I've been working on a series of more deliberate works as "response" texts for the past few years, after so many poems and books come out of so many other poems and books. Alberta writer Robert Kroetsch has always said that writing is a conversation, and Toronto writer David W. McFadden suggested once that books come out of books. In previous collections, I've written pieces that have come, slyly, out of other works, writing names and quotes and legions of source materials. Why not push it more deliberately? How many different ways are there to involve a "response" work (while being aware of the fact that all poems could be considered "response" works). In the other side of the mouth (Toronto ON: BookThug, 2003), I wrote one hundred pages of short, quick poems, ten each from ten different poetry collections, alluding and collapsing phrases as pure electrical leaps. I was working to write more intuitively, outside of what my poems had already been doing for some time, working in opposition to the carve, carve, carve of twenty or thirty drafts of the short lyric I had been writing for years. As Fred Wah wrote of his ongoing series, Music at the Heart of Thinking (Red Deer AB: Red Deer College Press, 1987), "a critical practice that sees language as the true practice of thought." In his brief into to the collection that made up the first of his own ongoing series of intuitive/response texts (a number of which respond to visual art), Wah wrote of drunken tai chi, of learning to have a control over the moves even with a lack of control; to let the unpredictability take over, and thus make him a more formidable opponent. A poem should not always know where it is going; but the writer should have the skill at least to direct it, or at least, keep it out of trouble.

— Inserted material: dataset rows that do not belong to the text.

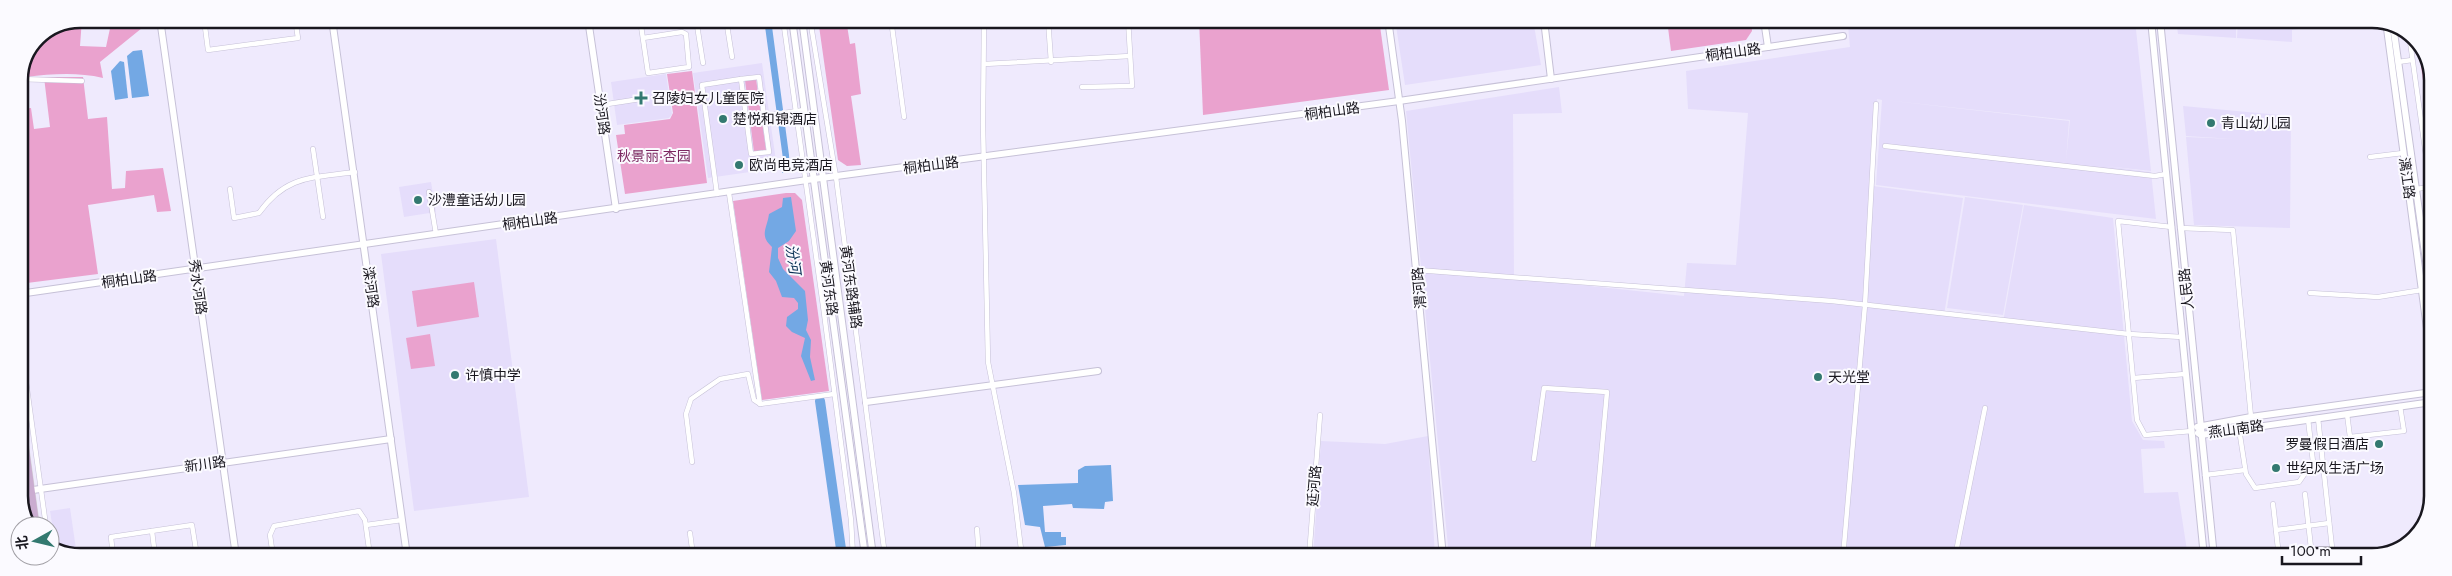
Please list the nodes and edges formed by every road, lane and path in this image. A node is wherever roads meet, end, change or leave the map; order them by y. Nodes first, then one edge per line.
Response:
1 (161, 28) edge
2 (205, 28) edge
3 (296, 28) edge
4 (333, 28) edge
5 (589, 28) edge
6 (641, 28) edge
7 (698, 28) edge
8 (727, 28) edge
9 (783, 28) edge
10 (793, 28) edge
11 (803, 28) edge
12 (811, 28) edge
13 (892, 28) edge
14 (984, 28) edge
15 (1049, 28) edge
16 (1128, 28) edge
17 (1389, 28) edge
18 (1545, 28) edge
19 (1765, 28) edge
20 (2152, 28) edge
21 (2161, 28) edge
22 (2387, 30) edge
23 (2394, 32) edge
24 (1843, 36) dead end
25 (643, 38) junction
26 (2410, 43) edge
27 (1768, 47) junction
28 (1130, 56) junction
29 (732, 57) dead end
30 (2412, 60) junction
31 (1051, 62) junction
32 (2398, 62) junction
33 (703, 63) dead end
34 (984, 64) junction
35 (28, 79) edge
36 (741, 79) junction
37 (1551, 79) junction
38 (82, 81) dead end
39 (1082, 87) dead end
40 (640, 99) dead end
41 (1400, 101) junction
42 (1876, 104) dead end
43 (601, 105) junction
44 (804, 110) junction
45 (795, 111) junction
46 (764, 116) junction
47 (904, 117) dead end
48 (2424, 145) edge
49 (1885, 146) dead end
50 (313, 149) dead end
51 (2404, 153) junction
52 (2370, 157) dead end
53 (984, 158) junction
54 (355, 172) junction
55 (2166, 174) junction
56 (317, 177) junction
57 (836, 177) junction
58 (823, 178) junction
59 (814, 180) junction
60 (804, 181) junction
61 (2424, 188) edge
62 (230, 189) dead end
63 (2416, 189) junction
64 (429, 192) dead end
65 (729, 193) junction
66 (717, 194) junction
67 (616, 209) junction
68 (323, 217) dead end
69 (2172, 227) junction
70 (2180, 228) junction
71 (436, 234) junction
72 (365, 244) junction
73 (2424, 250) edge
74 (195, 270) junction
75 (1417, 270) junction
76 (2422, 290) junction
77 (28, 293) edge
78 (2310, 293) dead end
79 (1865, 305) junction
80 (2424, 305) edge
81 (2129, 334) junction
82 (2182, 337) junction
83 (1098, 371) dead end
84 (2185, 374) junction
85 (2133, 378) junction
86 (992, 386) junction
87 (2424, 393) edge
88 (834, 394) junction
89 (28, 398) edge
90 (866, 402) junction
91 (2424, 403) edge
92 (760, 404) junction
93 (2340, 404) junction
94 (2400, 406) junction
95 (1985, 408) dead end
96 (2344, 414) junction
97 (1320, 415) dead end
98 (2250, 417) junction
99 (2318, 418) junction
100 (2308, 419) junction
101 (2200, 425) junction
102 (2239, 429) junction
103 (2192, 431) junction
104 (2201, 434) junction
105 (391, 439) junction
106 (1534, 460) dead end
107 (222, 462) junction
108 (692, 462) dead end
109 (28, 468) edge
110 (2245, 470) junction
111 (2205, 475) junction
112 (40, 489) junction
113 (31, 490) junction
114 (28, 491) edge
115 (2304, 494) dead end
116 (2273, 504) dead end
117 (35, 516) edge
118 (44, 516) edge
119 (402, 520) junction
120 (2329, 523) junction
121 (366, 525) junction
122 (2308, 526) junction
123 (976, 529) dead end
124 (2276, 530) junction
125 (152, 531) junction
126 (690, 532) dead end
127 (112, 548) edge
128 (154, 548) edge
129 (196, 548) edge
130 (235, 548) edge
131 (272, 548) edge
132 (369, 548) edge
133 (406, 548) edge
134 (693, 548) edge
135 (853, 548) edge
136 (864, 548) edge
137 (872, 548) edge
138 (884, 548) edge
139 (978, 548) edge
140 (1021, 548) edge
141 (1310, 548) edge
142 (1443, 548) edge
143 (1593, 548) edge
144 (1844, 548) edge
145 (1957, 548) edge
146 (2203, 548) edge
147 (2213, 548) edge
148 (2278, 548) edge
149 (2311, 548) edge
150 (2332, 548) edge

1 - 74 street, 秀水河路
2 - 3 street
4 - 54 street, 滦河路
5 - 43 street, 汾河路
6 - 25 street
7 - 33 street
8 - 29 street
9 - 45 street
10 - 44 street, 黄河东路
11 - 58 street, 黄河东路
12 - 57 street, 黄河东路辅路
13 - 47 street
14 - 34 street
15 - 31 street
16 - 28 street
17 - 41 street, 渭河路
18 - 37 street
19 - 27 street
20 - 55 street, 人民路
21 - 70 street, 人民路
22 - 51 street, 漓江路
23 - 32 street, 漓江路
24 - 27 street, 桐柏山路
25 - 25 street
26 - 30 street
27 - 37 street, 桐柏山路
28 - 31 street
28 - 39 street
30 - 32 street
30 - 48 street
31 - 34 street
32 - 63 street, 漓江路
34 - 53 street
35 - 38 street
36 - 46 street
36 - 46 street
36 - 66 street
37 - 41 street, 桐柏山路
40 - 43 street
41 - 53 street, 桐柏山路
41 - 75 street, 渭河路
42 - 79 street
43 - 67 street, 汾河路
44 - 45 street
44 - 59 street, 黄河东路
45 - 46 street
45 - 60 street
49 - 55 street
50 - 56 street
51 - 52 street
51 - 76 street, 漓江路
53 - 57 street, 桐柏山路
53 - 86 street
54 - 56 street
54 - 72 street, 滦河路
55 - 69 street, 人民路
56 - 62 street
56 - 68 street
57 - 58 street, 桐柏山路
57 - 90 street, 黄河东路辅路
58 - 59 street, 桐柏山路
58 - 137 street, 黄河东路
59 - 60 street, 桐柏山路
59 - 136 street, 黄河东路
60 - 65 street, 桐柏山路
60 - 88 street
61 - 63 street
63 - 73 street, 漓江路
64 - 71 street
65 - 66 street, 桐柏山路
65 - 92 street
66 - 67 street, 桐柏山路
67 - 71 street, 桐柏山路
69 - 81 street
69 - 82 street, 人民路
70 - 98 street
70 - 101 street, 人民路
71 - 72 street, 桐柏山路
72 - 74 street, 桐柏山路
72 - 105 street, 滦河路
74 - 77 street, 桐柏山路
74 - 107 street, 秀水河路
75 - 79 street
75 - 142 street, 渭河路
76 - 78 street
76 - 80 street, 漓江路
79 - 81 street
79 - 144 street
81 - 82 street
81 - 85 street
82 - 84 street, 人民路
83 - 86 street
84 - 85 street
84 - 103 street, 人民路
85 - 103 street
86 - 90 street
86 - 140 street
87 - 93 street, 燕山南路
88 - 92 street
88 - 135 street
89 - 112 street
90 - 138 street, 黄河东路辅路
91 - 94 street, 燕山南路
92 - 108 street
93 - 96 street
93 - 98 street, 燕山南路
94 - 96 street, 燕山南路
94 - 96 street
95 - 145 street
96 - 99 street, 燕山南路
97 - 141 street, 延河路
98 - 101 street, 燕山南路
99 - 100 street, 燕山南路
99 - 120 street
100 - 102 street, 燕山南路
100 - 110 street
101 - 103 street, 燕山南路
101 - 104 street, 人民路
102 - 104 street, 燕山南路
102 - 110 street
103 - 104 street, 燕山南路
103 - 146 street, 人民路
104 - 111 street, 人民路
105 - 107 street, 新川路
105 - 119 street, 滦河路
106 - 143 street
107 - 112 street, 新川路
107 - 130 street, 秀水河路
109 - 113 main road
110 - 111 street
111 - 147 street, 人民路
112 - 113 street, 新川路
112 - 118 street
113 - 114 street, 新川路
113 - 117 main road
115 - 122 street
116 - 124 street
119 - 121 street
119 - 133 street, 滦河路
120 - 122 street
120 - 150 street
121 - 131 street
121 - 132 street
122 - 124 street
122 - 149 street
123 - 139 street
124 - 148 street
125 - 127 street
125 - 128 street
125 - 129 street
126 - 134 street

The manuscript of the second book of "the other side of the mouth," apertures, works a version of George Bowering's collection Curious (Toronto ON: Coach House Press, 1974), in which he wrote poems for other poets. In each of my pieces, I am trying to write about things belonging to poets whose work I admire and enjoy, while trying to incorporate aspects of their writing style (with varying degrees of success). Between poets and their stuff; is there a difference? By the time the series is finished (I'm aiming for roughly one hundred and twenty pieces), I would almost consider it as much as a list of recommended reading as just about anything, working through Canadian and American poets both. I'm up to about eighty pieces so far, writing poems about the "stuff" of Stan Rogal, Robert Creeley, Anne Carson, Margaret Christakos, Meredith Quartermain, Victor Coleman, Nelson Ball, Stephanie Bolster, Dennis Cooley, Bev Daurio, Susan Elmslie, William Hawkins, Robert Kroetsch, Jon Paul Fiorentino, Cole Swensen, Fred Wah, Gwendolyn Guth, Fanny Howe. Watching the direct result of writing completely feeding other writing.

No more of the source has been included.